Of course it wasn’t all fun. As the 80s played out, AIDS ravaged my community. It still chills me to recall sick friends dying in their prime, to remember the feel of their wasting-away hands grip mine across a hospital bed. But when so many – including me – lived in fear of illness, or indeed, became ill, outsiderness remained a source of pride and power. The pride and power, in fact, intensified. We all hunkered down and embraced our outsiderness even more. Some of the braver ones marched on government buildings – the amazing ACT UP crew comes to mind – transforming grief and rage into action. Among other things, they shamed Burroughs-Wellcome into lowering the price of AZT by 20%. This was real, tough love. And it was a lesson.

There was so much love. Some at the Wah Wah Hut wished for stardom, but at the same time, were loathe to leave the love we knew in East Village obscurity. (Although a couple did achieve that stardom dream.) It was uncommon, this love, infused with, but sometimes beyond, sex; an amalgam of friendship, family, foxhole intimacy, erotic fascination, and besotted crushes, spiced with a healthy degree of disdain and pettiness, maybe a little bad behavior (OK, a lot) just to keep it lively. (We were kids, after all.) I think, in our hearts, we knew how special this all was, but we could not articulate it, and even if we could, we would not have done so because it would’ve been very uncool.

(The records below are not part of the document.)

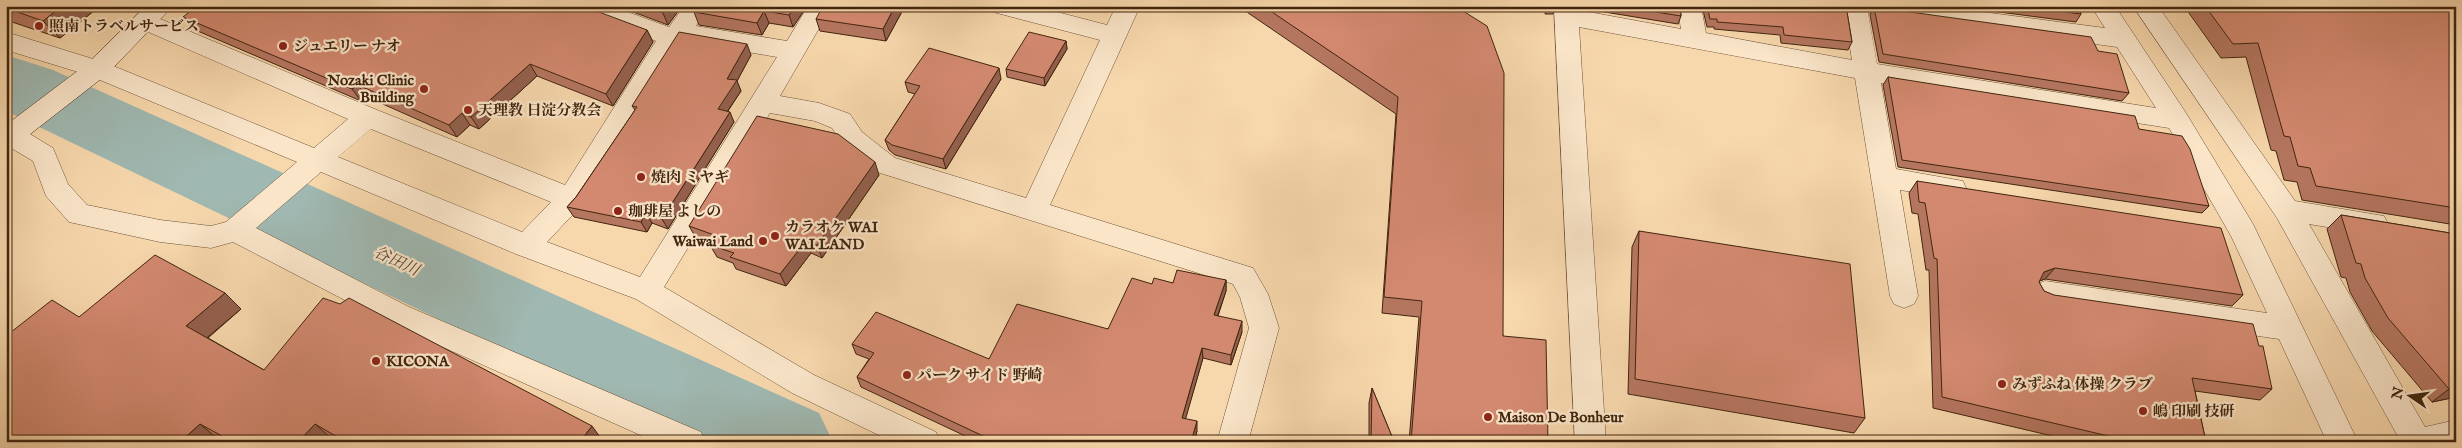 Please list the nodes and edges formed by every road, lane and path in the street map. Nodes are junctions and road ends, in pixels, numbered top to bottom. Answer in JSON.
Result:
{"nodes":[{"id":1,"x":585,"y":6,"type":"edge"},
{"id":2,"x":697,"y":6,"type":"edge"},
{"id":3,"x":820,"y":6,"type":"edge"},
{"id":4,"x":1001,"y":6,"type":"edge"},
{"id":5,"x":1128,"y":6,"type":"edge"},
{"id":6,"x":1689,"y":6,"type":"edge"},
{"id":7,"x":1855,"y":6,"type":"edge"},
{"id":8,"x":1871,"y":6,"type":"edge"},
{"id":9,"x":2103,"y":6,"type":"edge"},
{"id":10,"x":2145,"y":6,"type":"edge"},
{"id":11,"x":1567,"y":11,"type":"edge"},
{"id":12,"x":154,"y":14,"type":"edge"},
{"id":13,"x":676,"y":34,"type":"junction"},
{"id":14,"x":1113,"y":35,"type":"junction"},
{"id":15,"x":2125,"y":39,"type":"junction"},
{"id":16,"x":1695,"y":40,"type":"junction"},
{"id":17,"x":6,"y":41,"type":"edge"},
{"id":18,"x":792,"y":51,"type":"junction"},
{"id":19,"x":1866,"y":72,"type":"junction"},
{"id":20,"x":90,"y":73,"type":"junction"},
{"id":21,"x":763,"y":102,"type":"junction"},
{"id":22,"x":368,"y":118,"type":"junction"},
{"id":23,"x":2177,"y":120,"type":"junction"},
{"id":24,"x":319,"y":160,"type":"junction"},
{"id":25,"x":1883,"y":177,"type":"junction"},
{"id":26,"x":1980,"y":192,"type":"edge"},
{"id":27,"x":571,"y":199,"type":"junction"},
{"id":28,"x":2287,"y":210,"type":"junction"},
{"id":29,"x":1034,"y":211,"type":"junction"},
{"id":30,"x":244,"y":222,"type":"junction"},
{"id":31,"x":2214,"y":227,"type":"edge"},
{"id":32,"x":2400,"y":228,"type":"edge"},
{"id":33,"x":2243,"y":232,"type":"junction"},
{"id":34,"x":526,"y":246,"type":"junction"},
{"id":35,"x":646,"y":290,"type":"junction"},
{"id":36,"x":2045,"y":293,"type":"edge"},
{"id":37,"x":1904,"y":296,"type":"dead end"},
{"id":38,"x":2288,"y":328,"type":"junction"},
{"id":39,"x":2456,"y":434,"type":"edge"},
{"id":40,"x":690,"y":442,"type":"edge"},
{"id":41,"x":925,"y":442,"type":"edge"},
{"id":42,"x":1232,"y":442,"type":"edge"},
{"id":43,"x":1591,"y":442,"type":"edge"},
{"id":44,"x":2343,"y":442,"type":"edge"},
{"id":45,"x":2418,"y":442,"type":"edge"}],
"edges":[{"from":1,"to":13,"type":"street"},
{"from":2,"to":13,"type":"street"},
{"from":3,"to":18,"type":"street"},
{"from":4,"to":14,"type":"street"},
{"from":5,"to":14,"type":"street"},
{"from":6,"to":16,"type":"street"},
{"from":7,"to":19,"type":"street"},
{"from":8,"to":15,"type":"street"},
{"from":9,"to":15,"type":"street"},
{"from":10,"to":28,"type":"street"},
{"from":11,"to":16,"type":"street"},
{"from":11,"to":43,"type":"street"},
{"from":12,"to":20,"type":"street"},
{"from":12,"to":22,"type":"street"},
{"from":13,"to":18,"type":"street"},
{"from":13,"to":27,"type":"street"},
{"from":14,"to":29,"type":"street"},
{"from":15,"to":23,"type":"street"},
{"from":16,"to":19,"type":"street"},
{"from":17,"to":20,"type":"street"},
{"from":18,"to":21,"type":"street"},
{"from":19,"to":23,"type":"street"},
{"from":19,"to":25,"type":"street"},
{"from":20,"to":24,"type":"street"},
{"from":20,"to":30,"type":"street"},
{"from":21,"to":29,"type":"street"},
{"from":21,"to":35,"type":"street"},
{"from":22,"to":24,"type":"street"},
{"from":22,"to":27,"type":"street"},
{"from":23,"to":33,"type":"street"},
{"from":24,"to":30,"type":"street"},
{"from":24,"to":34,"type":"street"},
{"from":25,"to":26,"type":"street"},
{"from":25,"to":37,"type":"street"},
{"from":27,"to":34,"type":"street"},
{"from":28,"to":32,"type":"street"},
{"from":28,"to":45,"type":"street"},
{"from":29,"to":42,"type":"street"},
{"from":30,"to":40,"type":"street"},
{"from":31,"to":33,"type":"street"},
{"from":33,"to":38,"type":"street"},
{"from":34,"to":35,"type":"street"},
{"from":35,"to":41,"type":"street"},
{"from":36,"to":38,"type":"street"},
{"from":38,"to":44,"type":"street"},
{"from":39,"to":45,"type":"street"}]}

This era didn’t last, because these things never do, as this grumpy old man now knows. People eventually let go, or they fled; everyone, in their way, moved on, relinquishing apartments, turning the page on a life chapter lived with gusto and abandon. Some died, and we mourned them, and mourn them still.

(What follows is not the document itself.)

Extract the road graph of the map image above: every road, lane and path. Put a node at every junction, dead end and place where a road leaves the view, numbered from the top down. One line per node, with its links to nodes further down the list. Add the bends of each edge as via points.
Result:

When it was my time to go, I did, with my wife and son. My son was four when we left NYC for the Catskills, and he’s now nineteen and guess what? He’s finding his way among LGBTQ youths who are much less in the shadows than the queer kids I ran with when I was my boy’s age. That makes me smile. They shine, these kids, they make great art, they look after one another, and although I don’t say it aloud very much, lest I get a withering look, they take me back.

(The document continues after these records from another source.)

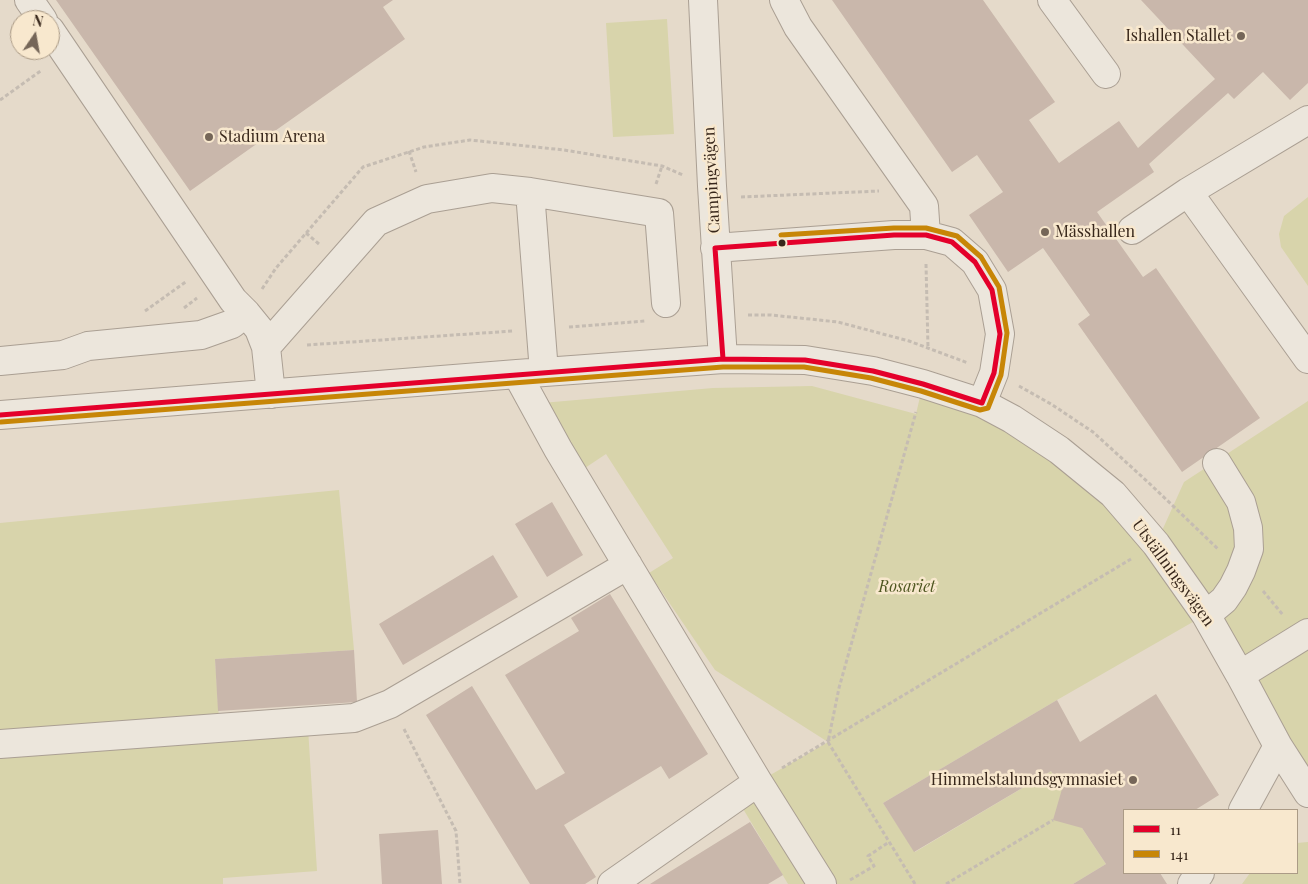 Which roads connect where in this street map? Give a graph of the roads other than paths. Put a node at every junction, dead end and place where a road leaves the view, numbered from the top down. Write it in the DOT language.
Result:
graph roads {
  1 [pos="704,0"];
  2 [pos="784,0"];
  3 [pos="1052,0"];
  4 [pos="60,45"];
  5 [pos="1106,74"];
  6 [pos="1308,120"];
  7 [pos="530,192"];
  8 [pos="1188,192"];
  9 [pos="1132,230"];
  10 [pos="926,235"];
  11 [pos="716,248"];
  12 [pos="666,303"];
  13 [pos="246,313"];
  14 [pos="266,348"];
  15 [pos="723,359"];
  16 [pos="1308,359"];
  17 [pos="0,361"];
  18 [pos="544,372"];
  19 [pos="517,374"];
  20 [pos="271,394"];
  21 [pos="982,403"];
  22 [pos="0,415"];
  23 [pos="1217,463"];
  24 [pos="628,565"];
  25 [pos="1206,615"];
  26 [pos="1308,633"];
  27 [pos="1240,675"];
  28 [pos="0,744"];
  29 [pos="1278,746"];
  30 [pos="758,782"];
  31 [pos="1308,793"];
  32 [pos="1244,809"];
  33 [pos="612,884"];
  34 [pos="822,884"];
  1 -- 11 [label="street, Campingvägen"];
  2 -- 10 [label="street"];
  3 -- 5 [label="street"];
  4 -- 13 [label="street"];
  6 -- 8 [label="street"];
  7 -- 12 [label="street"];
  7 -- 14 [label="street"];
  7 -- 18 [label="street"];
  8 -- 9 [label="street"];
  8 -- 16 [label="street"];
  10 -- 11 [label="street"];
  10 -- 21 [label="street"];
  11 -- 15 [label="street, Campingvägen"];
  13 -- 14 [label="street"];
  13 -- 17 [label="street"];
  14 -- 20 [label="street"];
  15 -- 18 [label="street, Utställningsvägen"];
  15 -- 21 [label="street, Utställningsvägen"];
  18 -- 19 [label="street, Utställningsvägen"];
  19 -- 20 [label="street, Utställningsvägen"];
  19 -- 24 [label="street"];
  20 -- 22 [label="street, Utställningsvägen"];
  21 -- 25 [label="street, Utställningsvägen"];
  23 -- 25 [label="street"];
  24 -- 28 [label="street"];
  24 -- 30 [label="street"];
  25 -- 27 [label="street, Utställningsvägen"];
  26 -- 27 [label="street"];
  27 -- 29 [label="street, Utställningsvägen"];
  29 -- 31 [label="street, Utställningsvägen"];
  29 -- 32 [label="street"];
  30 -- 33 [label="street"];
  30 -- 34 [label="street"];
}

My short term recollection is starting to go. Mostly, when I meet new people, I can’t remember their names. It is vexing. But part of my memory is ironclad, at least for now: seems I will never forget the names of the queer and queer-friendly East Village denizens who took me in and/or steered me toward the better part of my life: Jim, Sally, Vinnie, Maggie, Doug, Brian, Tom, Jesse, Stacy, Kate, Richard, Byron, Byron, Luis, Itabora, Michael, Grace, Stan, Jo, Lucy, Annie, Paula, Denise, Monica, Effie, Ethyl, Wendy, Ida, Chuck, Curtis, Chris, Lady Bunny, Bob, Marleen, Baby, Pam, Deb, Mark, Keiko, Gerard, Bernard, Nick, George. They were all there to help me become me, and their names are on my heart.

kingtuts

King Tut’s Wah Wah Hut, circa early 90s

~

(In this Nelson Sullivan video, shot in the Pyramid Club basement dressing room across from King Tut’s Wah Wah Hut, I enter with my then-girlfriend Holly around 1:41. It’s 1988, and I’m twenty-two.)

7 responses to “In With the Out Crowd: Remembering My 80s Youth

  1. Lenore Thompson

    This is such a wonderful little film. Great to hear voices that I recognize before I see the face. But, who is the redheaded boy who is between Ru and Holly at 4:05 and then crosses the room to stand next to Larry T by 4:13? I remember him… I think.

  2. Hey Leonard,
    I enjoyed your reading yesterday!
    Best, Teresa

  3. Hi Robert, we used to cross paths on more than one occasion, all of these haunts are so familiar, bring back such enriched memories. I worked at 103 Second Avenue, mostly the midnight to 8 am shift- you more than likely came in for that breakfast special a time or two? I also lived in East 6th Street, one block up from the Indian restaurants, across the side entrance to The Saint. Around the corner from Tisch School of the Arts. Those were the days, my friend. Thanks for these wonderful memories. All best, Robert

  4. maggie ruggiero

    made me cry, dammit.

  5. That’s pretty much how it was. Doesn’t seem so long ago but time is a tricky rascal. Ecstasy and Agony. A creative zenith and lots of love.